**To do:** After locating the line that holds "index dip: (440, 198)", transcribe it and each following line to the end of the records, changing nothing and adding nothing.

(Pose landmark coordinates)
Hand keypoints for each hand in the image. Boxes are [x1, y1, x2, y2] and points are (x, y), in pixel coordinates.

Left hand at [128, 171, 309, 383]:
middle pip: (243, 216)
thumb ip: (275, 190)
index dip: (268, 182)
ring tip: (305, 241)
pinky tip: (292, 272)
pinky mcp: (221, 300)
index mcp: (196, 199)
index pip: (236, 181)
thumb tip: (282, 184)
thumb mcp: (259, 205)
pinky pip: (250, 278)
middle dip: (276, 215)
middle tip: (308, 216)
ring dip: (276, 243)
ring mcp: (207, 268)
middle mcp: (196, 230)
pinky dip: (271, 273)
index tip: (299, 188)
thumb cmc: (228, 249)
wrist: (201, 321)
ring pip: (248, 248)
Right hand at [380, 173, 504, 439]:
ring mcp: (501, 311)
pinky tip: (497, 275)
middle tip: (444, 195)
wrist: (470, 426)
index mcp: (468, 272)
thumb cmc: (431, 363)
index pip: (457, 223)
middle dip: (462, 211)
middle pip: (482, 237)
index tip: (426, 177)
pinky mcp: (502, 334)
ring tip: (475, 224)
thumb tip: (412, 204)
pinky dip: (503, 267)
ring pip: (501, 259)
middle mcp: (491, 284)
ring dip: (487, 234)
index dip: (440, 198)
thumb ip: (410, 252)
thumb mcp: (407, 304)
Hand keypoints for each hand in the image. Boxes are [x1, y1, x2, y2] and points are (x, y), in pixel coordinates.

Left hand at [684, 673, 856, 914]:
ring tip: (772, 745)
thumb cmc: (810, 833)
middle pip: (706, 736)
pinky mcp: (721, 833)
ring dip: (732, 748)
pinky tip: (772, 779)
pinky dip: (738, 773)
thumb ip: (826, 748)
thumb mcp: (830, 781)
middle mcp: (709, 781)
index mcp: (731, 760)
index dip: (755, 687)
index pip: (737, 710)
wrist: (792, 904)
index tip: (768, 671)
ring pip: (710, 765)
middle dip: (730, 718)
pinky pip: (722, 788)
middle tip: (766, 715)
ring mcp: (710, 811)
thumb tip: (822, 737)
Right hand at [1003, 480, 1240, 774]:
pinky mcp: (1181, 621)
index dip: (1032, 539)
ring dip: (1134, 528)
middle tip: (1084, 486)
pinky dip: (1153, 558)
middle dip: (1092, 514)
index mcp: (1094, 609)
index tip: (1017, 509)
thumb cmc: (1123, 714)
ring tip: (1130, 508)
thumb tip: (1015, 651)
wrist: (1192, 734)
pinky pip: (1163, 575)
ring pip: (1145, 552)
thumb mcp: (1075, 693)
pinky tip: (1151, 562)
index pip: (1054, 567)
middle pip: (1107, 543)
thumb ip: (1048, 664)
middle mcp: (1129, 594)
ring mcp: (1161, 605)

**Solved exercise:**
index dip: (440, 198)
thumb ip: (410, 252)
thumb mcp: (407, 304)
Hand keypoints for each hand in the image. Boxes are [x1, y1, x2, y2] and points are (x, y), in pixel coordinates.

Left hand at [684, 673, 856, 914]:
ring tip: (772, 745)
thumb cmc: (810, 833)
middle pip: (706, 736)
pinky mcp: (721, 833)
ring dip: (732, 748)
pinky tip: (772, 779)
pinky dip: (738, 773)
thumb ip: (826, 748)
thumb mcp: (830, 781)
middle mcp: (709, 781)
index mcp: (731, 760)
index dip: (755, 687)
index pip: (737, 710)
wrist: (792, 904)
index tip: (768, 671)
ring pip: (710, 765)
middle dip: (730, 718)
pinky pip: (722, 788)
middle tip: (766, 715)
ring mcp: (710, 811)
thumb tip: (822, 737)
Right hand at [1003, 480, 1240, 774]:
pinky mcp: (1181, 621)
index dip: (1032, 539)
ring dip: (1134, 528)
middle tip: (1084, 486)
pinky dip: (1153, 558)
middle dip: (1092, 514)
index mcp: (1094, 609)
index tip: (1017, 509)
thumb cmc: (1123, 714)
ring tip: (1130, 508)
thumb tip: (1015, 651)
wrist: (1192, 734)
pinky pip: (1163, 575)
ring pip: (1145, 552)
thumb mcp: (1075, 693)
pinky tip: (1151, 562)
index pip: (1054, 567)
middle pip: (1107, 543)
thumb ip: (1048, 664)
middle mcp: (1129, 594)
ring mcp: (1161, 605)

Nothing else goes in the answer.